Due to the efforts of a 10 year old volunteer, it was fully modernized and became quite popular again, offered in many distros. The lifetime of Unity as a project has already been extended by years. A 10’tear old kid. That is the power of Open Source.

The main contributor is not able to work on Unity right now. Others can take up the effort, because it is Open Source. That includes any user or group of users that live or rely on it. The opportunity is available to anyone.

Absolute worst case, the world already got more Unity than it would have. And it could be revived at any time.

[–] LeFantome@programming.dev 1 points 3 weeks ago (1 children)

Distrobox solves a great many problems. I use it in Cachy all the time.

Also, I am not sure what security Podman under Distrobox is making worse. Got an example?

You are suggesting Flatpaks for security? Um. Ok.

And how is calling the entire Freedesktop platform just to run an app better than the much more limited dependencies that Distrobox will pull in?

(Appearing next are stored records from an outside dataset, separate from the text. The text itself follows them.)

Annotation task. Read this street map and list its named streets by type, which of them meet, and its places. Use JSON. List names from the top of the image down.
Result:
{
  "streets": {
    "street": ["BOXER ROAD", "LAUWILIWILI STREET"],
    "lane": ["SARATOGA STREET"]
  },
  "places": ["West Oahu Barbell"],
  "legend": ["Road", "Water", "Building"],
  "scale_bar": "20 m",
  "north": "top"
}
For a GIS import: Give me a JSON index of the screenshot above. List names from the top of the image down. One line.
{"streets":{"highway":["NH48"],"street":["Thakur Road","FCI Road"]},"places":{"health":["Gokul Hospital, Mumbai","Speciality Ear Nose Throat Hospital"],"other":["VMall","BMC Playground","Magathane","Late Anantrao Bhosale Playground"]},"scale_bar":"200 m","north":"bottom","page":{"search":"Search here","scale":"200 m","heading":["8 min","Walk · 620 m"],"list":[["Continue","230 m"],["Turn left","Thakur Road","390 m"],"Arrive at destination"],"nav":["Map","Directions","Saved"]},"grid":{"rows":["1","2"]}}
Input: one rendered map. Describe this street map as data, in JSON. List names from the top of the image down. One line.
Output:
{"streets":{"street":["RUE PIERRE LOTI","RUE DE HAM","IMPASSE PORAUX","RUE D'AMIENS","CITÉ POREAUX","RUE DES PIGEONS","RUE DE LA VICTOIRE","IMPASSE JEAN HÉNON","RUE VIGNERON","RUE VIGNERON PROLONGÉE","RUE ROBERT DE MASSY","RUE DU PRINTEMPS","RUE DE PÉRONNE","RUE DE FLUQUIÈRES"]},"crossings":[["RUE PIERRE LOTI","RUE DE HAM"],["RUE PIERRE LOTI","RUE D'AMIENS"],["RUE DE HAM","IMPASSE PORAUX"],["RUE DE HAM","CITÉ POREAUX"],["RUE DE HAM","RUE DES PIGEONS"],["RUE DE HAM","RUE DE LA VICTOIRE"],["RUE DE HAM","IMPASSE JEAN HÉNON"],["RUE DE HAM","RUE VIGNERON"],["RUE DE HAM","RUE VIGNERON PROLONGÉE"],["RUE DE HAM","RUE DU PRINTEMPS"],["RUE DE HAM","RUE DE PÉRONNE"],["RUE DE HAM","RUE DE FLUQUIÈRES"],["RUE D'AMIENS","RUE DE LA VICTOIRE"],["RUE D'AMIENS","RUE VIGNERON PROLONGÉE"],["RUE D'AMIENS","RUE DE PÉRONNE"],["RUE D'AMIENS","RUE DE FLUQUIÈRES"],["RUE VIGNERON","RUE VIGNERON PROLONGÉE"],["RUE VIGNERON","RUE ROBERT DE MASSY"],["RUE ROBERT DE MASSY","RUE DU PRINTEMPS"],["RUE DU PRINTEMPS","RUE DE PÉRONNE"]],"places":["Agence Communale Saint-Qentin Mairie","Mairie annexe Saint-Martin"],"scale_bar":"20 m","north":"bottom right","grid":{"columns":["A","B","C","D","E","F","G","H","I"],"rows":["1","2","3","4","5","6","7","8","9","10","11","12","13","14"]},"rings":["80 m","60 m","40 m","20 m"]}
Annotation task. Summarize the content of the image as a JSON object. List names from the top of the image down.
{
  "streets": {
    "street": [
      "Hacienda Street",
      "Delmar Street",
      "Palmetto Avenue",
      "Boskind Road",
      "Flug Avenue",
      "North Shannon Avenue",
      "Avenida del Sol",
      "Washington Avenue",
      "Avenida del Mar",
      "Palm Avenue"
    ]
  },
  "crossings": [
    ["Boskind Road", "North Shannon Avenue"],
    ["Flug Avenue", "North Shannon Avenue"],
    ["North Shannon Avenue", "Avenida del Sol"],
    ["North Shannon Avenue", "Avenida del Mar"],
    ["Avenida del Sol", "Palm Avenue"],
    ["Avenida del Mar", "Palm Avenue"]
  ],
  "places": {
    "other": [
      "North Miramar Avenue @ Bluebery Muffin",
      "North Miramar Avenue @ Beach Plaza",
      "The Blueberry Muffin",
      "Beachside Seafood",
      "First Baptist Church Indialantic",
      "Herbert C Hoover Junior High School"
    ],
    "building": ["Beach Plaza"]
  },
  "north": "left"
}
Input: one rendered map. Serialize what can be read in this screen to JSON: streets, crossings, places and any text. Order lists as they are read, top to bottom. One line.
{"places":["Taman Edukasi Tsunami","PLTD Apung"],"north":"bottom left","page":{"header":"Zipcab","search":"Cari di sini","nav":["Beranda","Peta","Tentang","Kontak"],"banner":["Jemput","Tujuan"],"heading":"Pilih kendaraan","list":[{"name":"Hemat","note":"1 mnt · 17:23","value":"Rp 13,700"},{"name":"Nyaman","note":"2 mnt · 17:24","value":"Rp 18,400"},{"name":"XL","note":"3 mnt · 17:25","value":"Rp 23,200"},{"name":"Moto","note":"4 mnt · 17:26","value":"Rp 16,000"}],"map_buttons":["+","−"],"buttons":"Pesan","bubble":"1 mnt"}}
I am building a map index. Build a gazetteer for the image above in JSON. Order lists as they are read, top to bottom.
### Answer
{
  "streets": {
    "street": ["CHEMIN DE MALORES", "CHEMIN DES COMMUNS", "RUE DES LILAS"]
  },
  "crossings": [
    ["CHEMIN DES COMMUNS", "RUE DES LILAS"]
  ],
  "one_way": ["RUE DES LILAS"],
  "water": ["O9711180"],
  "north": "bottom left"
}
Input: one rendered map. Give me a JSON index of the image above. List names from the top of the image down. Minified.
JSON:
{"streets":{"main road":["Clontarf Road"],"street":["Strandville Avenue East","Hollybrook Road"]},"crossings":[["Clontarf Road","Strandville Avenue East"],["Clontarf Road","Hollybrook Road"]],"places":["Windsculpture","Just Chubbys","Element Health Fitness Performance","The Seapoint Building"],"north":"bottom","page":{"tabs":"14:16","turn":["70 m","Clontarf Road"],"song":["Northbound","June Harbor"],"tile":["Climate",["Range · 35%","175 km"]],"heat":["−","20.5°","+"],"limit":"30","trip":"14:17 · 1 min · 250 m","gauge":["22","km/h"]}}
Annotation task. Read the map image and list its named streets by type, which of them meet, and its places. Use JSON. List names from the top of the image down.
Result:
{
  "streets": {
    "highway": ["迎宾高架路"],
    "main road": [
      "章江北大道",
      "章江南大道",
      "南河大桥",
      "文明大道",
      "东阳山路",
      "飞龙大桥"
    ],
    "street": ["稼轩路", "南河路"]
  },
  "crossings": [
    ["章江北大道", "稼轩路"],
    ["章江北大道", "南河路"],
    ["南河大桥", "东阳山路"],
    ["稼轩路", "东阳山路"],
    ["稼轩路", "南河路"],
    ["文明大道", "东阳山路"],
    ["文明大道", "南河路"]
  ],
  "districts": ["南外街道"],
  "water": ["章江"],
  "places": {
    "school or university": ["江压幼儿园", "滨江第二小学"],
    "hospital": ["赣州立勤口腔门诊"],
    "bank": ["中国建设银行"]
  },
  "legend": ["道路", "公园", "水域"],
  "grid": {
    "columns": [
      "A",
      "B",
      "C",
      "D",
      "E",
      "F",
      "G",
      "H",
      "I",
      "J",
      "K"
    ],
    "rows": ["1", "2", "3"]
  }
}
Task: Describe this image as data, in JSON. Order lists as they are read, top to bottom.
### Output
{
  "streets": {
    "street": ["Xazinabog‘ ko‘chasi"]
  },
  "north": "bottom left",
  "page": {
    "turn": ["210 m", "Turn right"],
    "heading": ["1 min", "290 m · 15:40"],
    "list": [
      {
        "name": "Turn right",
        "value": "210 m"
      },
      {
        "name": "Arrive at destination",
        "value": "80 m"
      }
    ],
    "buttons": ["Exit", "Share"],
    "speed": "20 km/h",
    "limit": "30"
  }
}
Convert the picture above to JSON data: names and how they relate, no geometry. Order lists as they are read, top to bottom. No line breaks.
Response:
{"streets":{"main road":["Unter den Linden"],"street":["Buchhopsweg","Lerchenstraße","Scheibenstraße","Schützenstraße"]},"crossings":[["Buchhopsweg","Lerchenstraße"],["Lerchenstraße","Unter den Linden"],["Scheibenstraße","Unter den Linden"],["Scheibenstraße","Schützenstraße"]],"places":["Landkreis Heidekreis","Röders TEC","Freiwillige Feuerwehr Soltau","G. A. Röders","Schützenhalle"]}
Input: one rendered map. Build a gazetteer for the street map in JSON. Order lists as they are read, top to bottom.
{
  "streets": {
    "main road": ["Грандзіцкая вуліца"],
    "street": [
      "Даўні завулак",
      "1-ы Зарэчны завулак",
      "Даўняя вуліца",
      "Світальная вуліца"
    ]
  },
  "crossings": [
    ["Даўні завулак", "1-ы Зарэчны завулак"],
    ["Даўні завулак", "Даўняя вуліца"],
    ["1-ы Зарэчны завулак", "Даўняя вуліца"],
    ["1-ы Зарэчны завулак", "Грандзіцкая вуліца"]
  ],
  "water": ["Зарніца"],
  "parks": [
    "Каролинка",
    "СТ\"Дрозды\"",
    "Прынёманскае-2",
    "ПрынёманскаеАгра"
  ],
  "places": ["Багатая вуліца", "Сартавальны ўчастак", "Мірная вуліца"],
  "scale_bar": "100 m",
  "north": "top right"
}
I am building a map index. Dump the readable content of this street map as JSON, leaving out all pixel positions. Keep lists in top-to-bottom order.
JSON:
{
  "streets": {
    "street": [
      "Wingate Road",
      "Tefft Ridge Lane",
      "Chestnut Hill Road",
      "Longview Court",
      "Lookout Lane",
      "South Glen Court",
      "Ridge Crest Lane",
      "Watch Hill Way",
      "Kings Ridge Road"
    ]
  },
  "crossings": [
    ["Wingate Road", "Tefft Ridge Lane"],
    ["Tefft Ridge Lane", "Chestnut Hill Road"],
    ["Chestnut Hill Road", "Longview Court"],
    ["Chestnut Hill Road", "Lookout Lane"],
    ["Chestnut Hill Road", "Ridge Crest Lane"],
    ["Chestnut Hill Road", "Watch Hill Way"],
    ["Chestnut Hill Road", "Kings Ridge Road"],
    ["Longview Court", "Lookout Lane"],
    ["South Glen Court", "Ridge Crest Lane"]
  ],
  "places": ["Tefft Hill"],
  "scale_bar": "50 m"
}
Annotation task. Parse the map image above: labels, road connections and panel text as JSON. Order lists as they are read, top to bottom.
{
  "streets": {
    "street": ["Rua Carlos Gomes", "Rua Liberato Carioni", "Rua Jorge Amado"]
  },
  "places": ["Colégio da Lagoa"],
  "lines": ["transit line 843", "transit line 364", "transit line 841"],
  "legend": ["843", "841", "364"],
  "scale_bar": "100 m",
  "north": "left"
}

And, if I already use Podman, Flatpak is a lot of extra complexity compared to Distrobox.

[–] LeFantome@programming.dev 2 points 3 weeks ago

Exactly! Keeps the core clean. I use use Arch distroboxes on Arch or EOS for exactly this reason.

[–] LeFantome@programming.dev 5 points 3 weeks ago

Distrobox changed the way I use Linux. I cannot imagine going back.

First, you are exactly right that it allows you to separate app repo from the rest of what you live about a distro.

I use an Arch Distrobox with every machine. Using Chimera Linux that uses MUSL, Clang, libc++, and BSD userland? Install anything from the Arch repos or AUR in seconds.

But it is not just package repo size. Using an app that targets RHEL? Install it from a RHEL Distrobox.

Doing dev for a project whose users are Ubuntu people? Build it in an Ubuntu Distrobox.

Want to try something and do not want it to mess up your system? Do it in a Distrobox.

Need some software for a class that will just be cluttering up your system after? Make a Distrobox for that class.

I have a .NET Distrobox. I have a Java Distrobox. Just not having to update the IDE and frameworks all the time is a huge win.

Mature application that I use every day that I do not want to change or break on me? Install from a Debian Distrobox.

Rapidly developing app where I want the latest for features and fixes? Install from an Arch Distrobox.

Tools you like that only Mint offers? Install a Mint Distrobox.

Distrobox is the greatest.

[–] LeFantome@programming.dev 4 points 3 weeks ago (2 children)

I love Debian. Literally the worst possible choice for GPU drivers.